### [What the task requires]
Note each line in the data holding the string "Oakland" and report it.

### [Information shown]

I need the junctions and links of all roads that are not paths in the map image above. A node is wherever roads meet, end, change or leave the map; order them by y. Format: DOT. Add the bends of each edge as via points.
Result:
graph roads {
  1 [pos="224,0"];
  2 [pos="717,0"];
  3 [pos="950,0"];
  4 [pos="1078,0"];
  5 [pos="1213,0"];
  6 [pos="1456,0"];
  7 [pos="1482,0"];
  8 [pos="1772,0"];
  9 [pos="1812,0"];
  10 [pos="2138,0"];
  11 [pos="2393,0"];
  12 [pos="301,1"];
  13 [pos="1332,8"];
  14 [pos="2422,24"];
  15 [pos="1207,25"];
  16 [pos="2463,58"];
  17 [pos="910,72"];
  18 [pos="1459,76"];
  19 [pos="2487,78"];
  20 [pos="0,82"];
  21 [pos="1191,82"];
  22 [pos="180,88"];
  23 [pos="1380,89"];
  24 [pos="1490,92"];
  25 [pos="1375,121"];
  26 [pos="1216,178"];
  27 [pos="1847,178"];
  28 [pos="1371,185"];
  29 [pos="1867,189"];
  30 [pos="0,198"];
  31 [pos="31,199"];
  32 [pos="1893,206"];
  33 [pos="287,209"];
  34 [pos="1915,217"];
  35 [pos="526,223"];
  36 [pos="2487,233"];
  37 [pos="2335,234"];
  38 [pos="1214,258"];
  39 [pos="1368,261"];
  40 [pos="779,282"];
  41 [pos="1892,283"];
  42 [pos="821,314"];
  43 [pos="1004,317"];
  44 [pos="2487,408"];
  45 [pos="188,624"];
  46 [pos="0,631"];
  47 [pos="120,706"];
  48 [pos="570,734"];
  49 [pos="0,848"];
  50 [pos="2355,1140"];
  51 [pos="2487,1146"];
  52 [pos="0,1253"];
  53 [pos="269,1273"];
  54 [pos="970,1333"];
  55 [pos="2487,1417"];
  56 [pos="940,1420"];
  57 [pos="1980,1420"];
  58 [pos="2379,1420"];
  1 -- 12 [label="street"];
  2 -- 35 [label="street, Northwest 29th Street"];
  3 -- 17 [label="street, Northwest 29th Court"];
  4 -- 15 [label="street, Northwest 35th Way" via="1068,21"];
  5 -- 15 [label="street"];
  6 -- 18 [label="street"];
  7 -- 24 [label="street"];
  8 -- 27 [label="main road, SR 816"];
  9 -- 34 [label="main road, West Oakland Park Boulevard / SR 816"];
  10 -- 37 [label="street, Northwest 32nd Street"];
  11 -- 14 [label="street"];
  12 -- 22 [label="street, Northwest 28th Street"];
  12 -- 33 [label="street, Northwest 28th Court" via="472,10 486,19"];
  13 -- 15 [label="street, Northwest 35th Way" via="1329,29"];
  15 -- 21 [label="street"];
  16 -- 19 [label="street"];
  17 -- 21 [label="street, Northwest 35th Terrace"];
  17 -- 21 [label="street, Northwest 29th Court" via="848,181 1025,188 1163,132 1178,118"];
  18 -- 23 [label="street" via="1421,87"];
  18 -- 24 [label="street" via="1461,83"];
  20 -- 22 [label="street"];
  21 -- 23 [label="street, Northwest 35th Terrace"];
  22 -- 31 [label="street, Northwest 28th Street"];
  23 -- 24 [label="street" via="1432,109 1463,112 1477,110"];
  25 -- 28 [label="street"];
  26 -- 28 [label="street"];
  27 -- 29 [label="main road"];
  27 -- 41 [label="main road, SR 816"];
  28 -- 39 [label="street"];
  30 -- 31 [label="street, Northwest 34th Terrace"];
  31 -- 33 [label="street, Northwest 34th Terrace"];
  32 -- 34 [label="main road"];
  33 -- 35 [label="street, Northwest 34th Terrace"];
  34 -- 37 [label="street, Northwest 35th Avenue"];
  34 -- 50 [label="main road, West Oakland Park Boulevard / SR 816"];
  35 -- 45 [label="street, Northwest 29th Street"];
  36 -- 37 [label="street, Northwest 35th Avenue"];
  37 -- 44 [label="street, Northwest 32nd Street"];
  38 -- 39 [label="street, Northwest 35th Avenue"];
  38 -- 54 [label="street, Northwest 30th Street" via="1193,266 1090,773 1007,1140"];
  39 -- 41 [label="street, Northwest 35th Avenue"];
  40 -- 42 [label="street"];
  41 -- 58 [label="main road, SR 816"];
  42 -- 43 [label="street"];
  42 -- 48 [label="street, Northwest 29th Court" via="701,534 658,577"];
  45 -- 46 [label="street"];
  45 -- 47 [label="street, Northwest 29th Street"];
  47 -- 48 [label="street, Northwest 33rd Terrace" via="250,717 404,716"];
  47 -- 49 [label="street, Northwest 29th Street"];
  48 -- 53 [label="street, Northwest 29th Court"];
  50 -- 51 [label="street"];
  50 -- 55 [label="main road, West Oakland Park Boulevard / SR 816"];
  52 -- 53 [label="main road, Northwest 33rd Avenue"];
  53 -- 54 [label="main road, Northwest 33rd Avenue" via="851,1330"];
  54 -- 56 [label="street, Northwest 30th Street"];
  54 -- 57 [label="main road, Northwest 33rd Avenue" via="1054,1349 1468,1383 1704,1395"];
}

### [Finished exercise]
  9 -- 34 [label="main road, West Oakland Park Boulevard / SR 816"];
  34 -- 50 [label="main road, West Oakland Park Boulevard / SR 816"];
  50 -- 55 [label="main road, West Oakland Park Boulevard / SR 816"];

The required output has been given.